What the task asks.
Every line of the listing that holds the word "numbered" should be returned.

Materials provided.

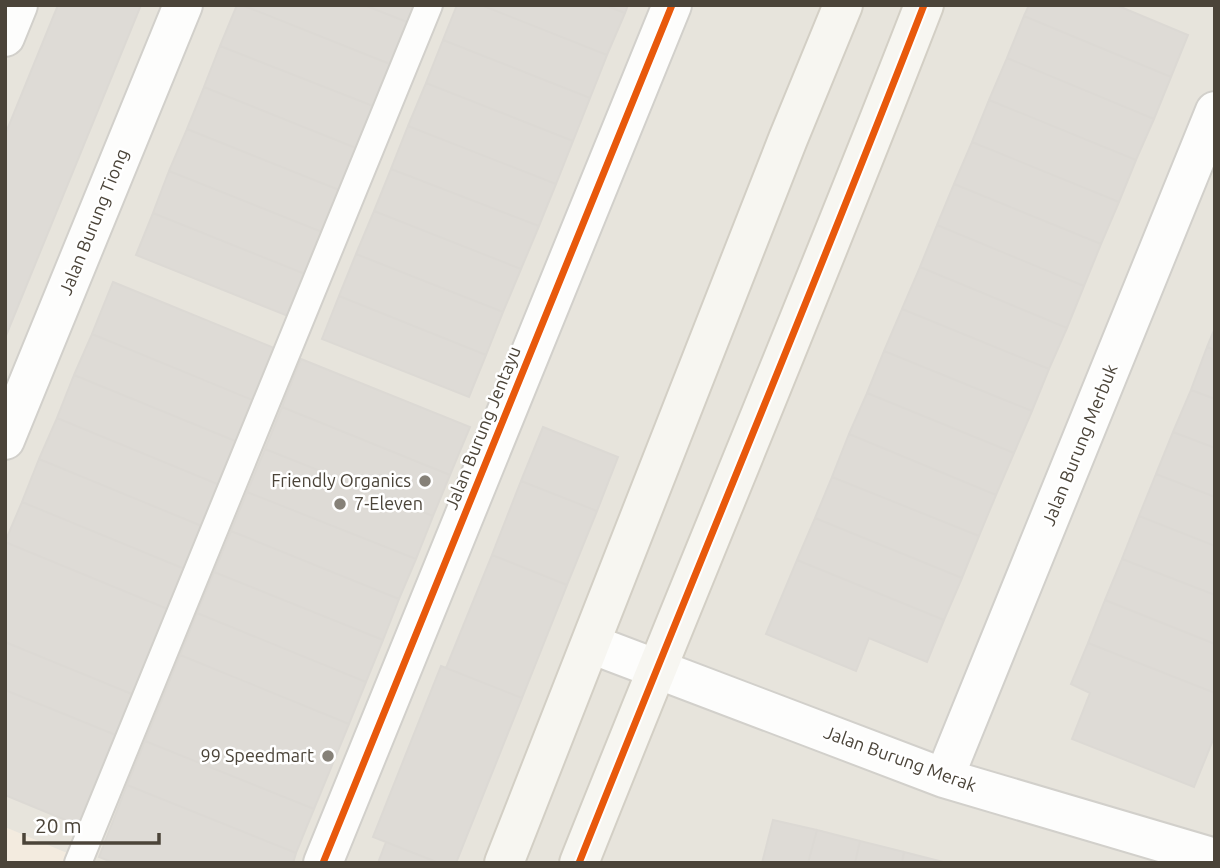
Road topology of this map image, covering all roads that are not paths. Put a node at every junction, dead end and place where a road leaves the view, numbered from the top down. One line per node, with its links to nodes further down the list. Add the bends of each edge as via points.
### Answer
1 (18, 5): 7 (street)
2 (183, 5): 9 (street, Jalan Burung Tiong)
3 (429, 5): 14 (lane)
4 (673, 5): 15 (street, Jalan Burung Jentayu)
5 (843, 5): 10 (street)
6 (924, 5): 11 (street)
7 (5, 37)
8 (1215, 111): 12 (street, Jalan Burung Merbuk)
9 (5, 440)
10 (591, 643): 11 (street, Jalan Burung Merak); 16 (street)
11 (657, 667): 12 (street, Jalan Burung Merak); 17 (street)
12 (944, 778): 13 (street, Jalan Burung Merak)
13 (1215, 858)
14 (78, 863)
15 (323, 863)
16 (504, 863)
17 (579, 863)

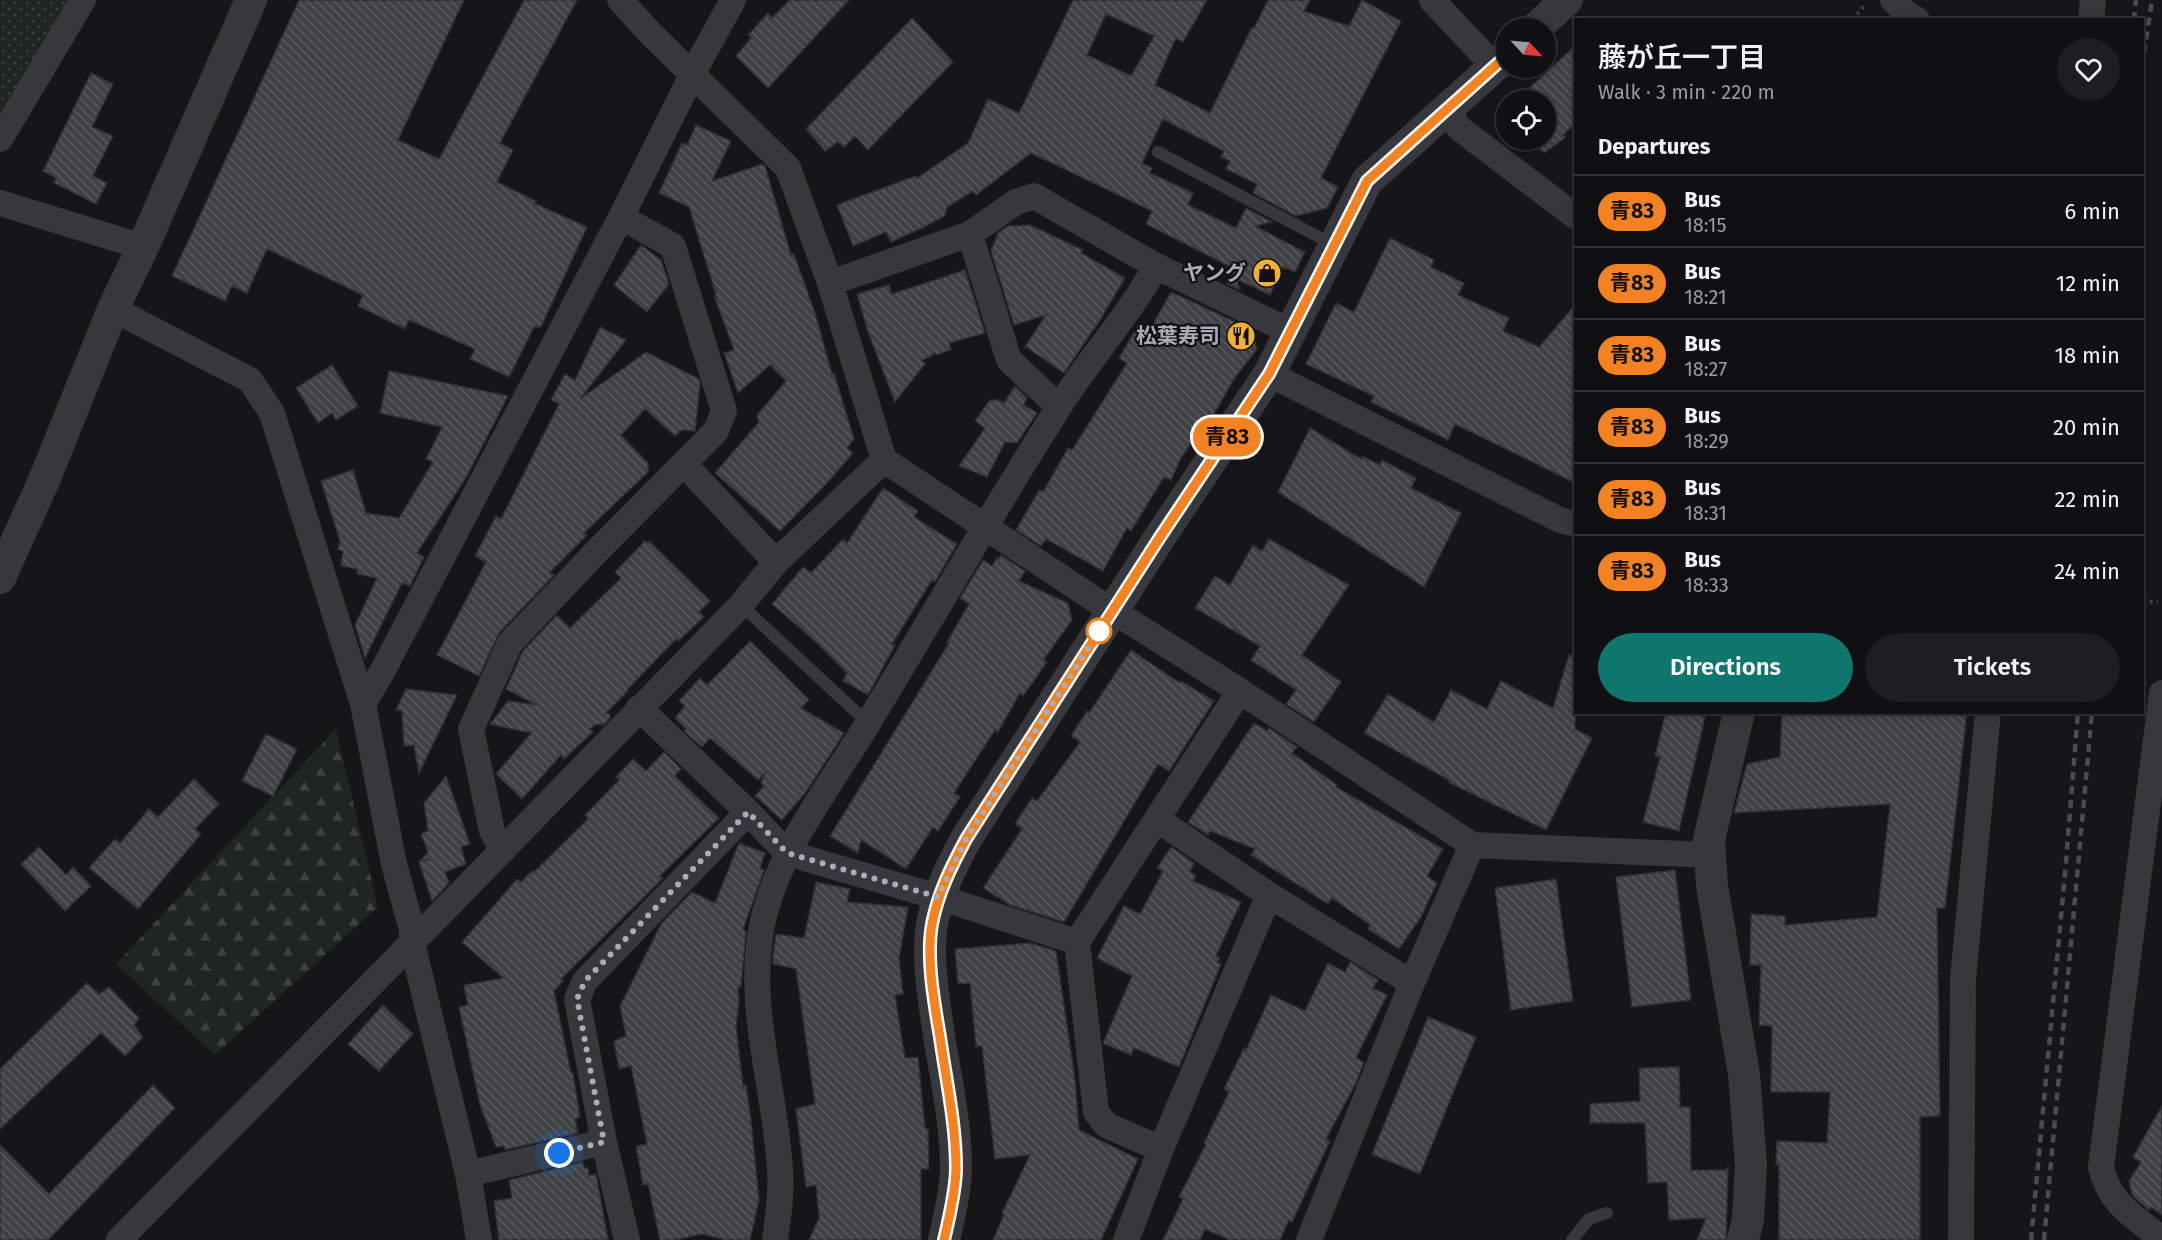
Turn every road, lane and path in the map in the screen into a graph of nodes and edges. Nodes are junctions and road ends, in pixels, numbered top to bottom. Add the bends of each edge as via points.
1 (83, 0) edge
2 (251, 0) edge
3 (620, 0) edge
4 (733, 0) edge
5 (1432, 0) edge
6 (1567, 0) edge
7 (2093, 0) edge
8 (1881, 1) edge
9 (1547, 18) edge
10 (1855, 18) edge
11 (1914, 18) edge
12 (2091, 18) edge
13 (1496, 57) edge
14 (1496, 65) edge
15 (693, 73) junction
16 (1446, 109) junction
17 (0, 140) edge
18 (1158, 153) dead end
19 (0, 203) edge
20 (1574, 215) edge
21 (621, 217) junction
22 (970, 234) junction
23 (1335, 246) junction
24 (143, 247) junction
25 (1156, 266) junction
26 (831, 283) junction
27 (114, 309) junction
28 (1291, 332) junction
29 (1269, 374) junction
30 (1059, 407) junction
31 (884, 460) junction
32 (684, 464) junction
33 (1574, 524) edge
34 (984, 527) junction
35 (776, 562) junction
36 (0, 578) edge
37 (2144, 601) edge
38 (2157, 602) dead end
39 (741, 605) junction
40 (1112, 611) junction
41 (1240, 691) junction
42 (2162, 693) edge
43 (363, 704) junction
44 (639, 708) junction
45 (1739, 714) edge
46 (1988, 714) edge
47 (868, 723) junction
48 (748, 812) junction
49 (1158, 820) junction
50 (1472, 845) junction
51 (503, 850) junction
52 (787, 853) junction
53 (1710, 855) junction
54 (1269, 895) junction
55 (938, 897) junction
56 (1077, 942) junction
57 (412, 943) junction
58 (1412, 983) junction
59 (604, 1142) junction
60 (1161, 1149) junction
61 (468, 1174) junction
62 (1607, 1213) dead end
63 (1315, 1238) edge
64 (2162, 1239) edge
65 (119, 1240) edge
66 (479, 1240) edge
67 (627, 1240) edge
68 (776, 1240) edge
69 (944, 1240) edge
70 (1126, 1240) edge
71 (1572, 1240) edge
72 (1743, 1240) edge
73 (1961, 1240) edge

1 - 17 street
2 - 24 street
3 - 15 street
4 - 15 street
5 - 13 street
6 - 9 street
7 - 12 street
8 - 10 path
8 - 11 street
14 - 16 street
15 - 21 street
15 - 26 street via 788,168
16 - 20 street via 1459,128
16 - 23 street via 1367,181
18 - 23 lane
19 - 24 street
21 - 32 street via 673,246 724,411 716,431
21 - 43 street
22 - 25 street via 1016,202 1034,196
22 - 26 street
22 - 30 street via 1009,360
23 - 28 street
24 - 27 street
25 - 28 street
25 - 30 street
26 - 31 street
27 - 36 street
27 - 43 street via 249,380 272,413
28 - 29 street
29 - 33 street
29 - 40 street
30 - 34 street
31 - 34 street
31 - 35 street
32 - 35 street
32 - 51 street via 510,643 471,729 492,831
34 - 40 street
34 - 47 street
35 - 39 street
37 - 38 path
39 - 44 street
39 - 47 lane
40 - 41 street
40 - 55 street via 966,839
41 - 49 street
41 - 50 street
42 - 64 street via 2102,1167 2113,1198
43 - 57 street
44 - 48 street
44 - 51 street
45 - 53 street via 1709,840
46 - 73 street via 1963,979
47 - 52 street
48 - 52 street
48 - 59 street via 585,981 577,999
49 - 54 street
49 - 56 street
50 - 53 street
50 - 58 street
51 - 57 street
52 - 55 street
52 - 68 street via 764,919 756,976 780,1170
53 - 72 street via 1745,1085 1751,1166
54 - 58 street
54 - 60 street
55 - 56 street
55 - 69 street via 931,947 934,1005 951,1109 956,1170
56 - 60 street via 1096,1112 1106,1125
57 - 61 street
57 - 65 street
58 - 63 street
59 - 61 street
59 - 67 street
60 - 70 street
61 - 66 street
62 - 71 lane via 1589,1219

Solution for this problem.
Road topology of this map image, covering all roads that are not paths. Put a node at every junction, dead end and place where a road leaves the view, numbered from the top down. One line per node, with its links to nodes further down the list. Add the bends of each edge as via points.
Turn every road, lane and path in the map in the screen into a graph of nodes and edges. Nodes are junctions and road ends, in pixels, numbered top to bottom. Add the bends of each edge as via points.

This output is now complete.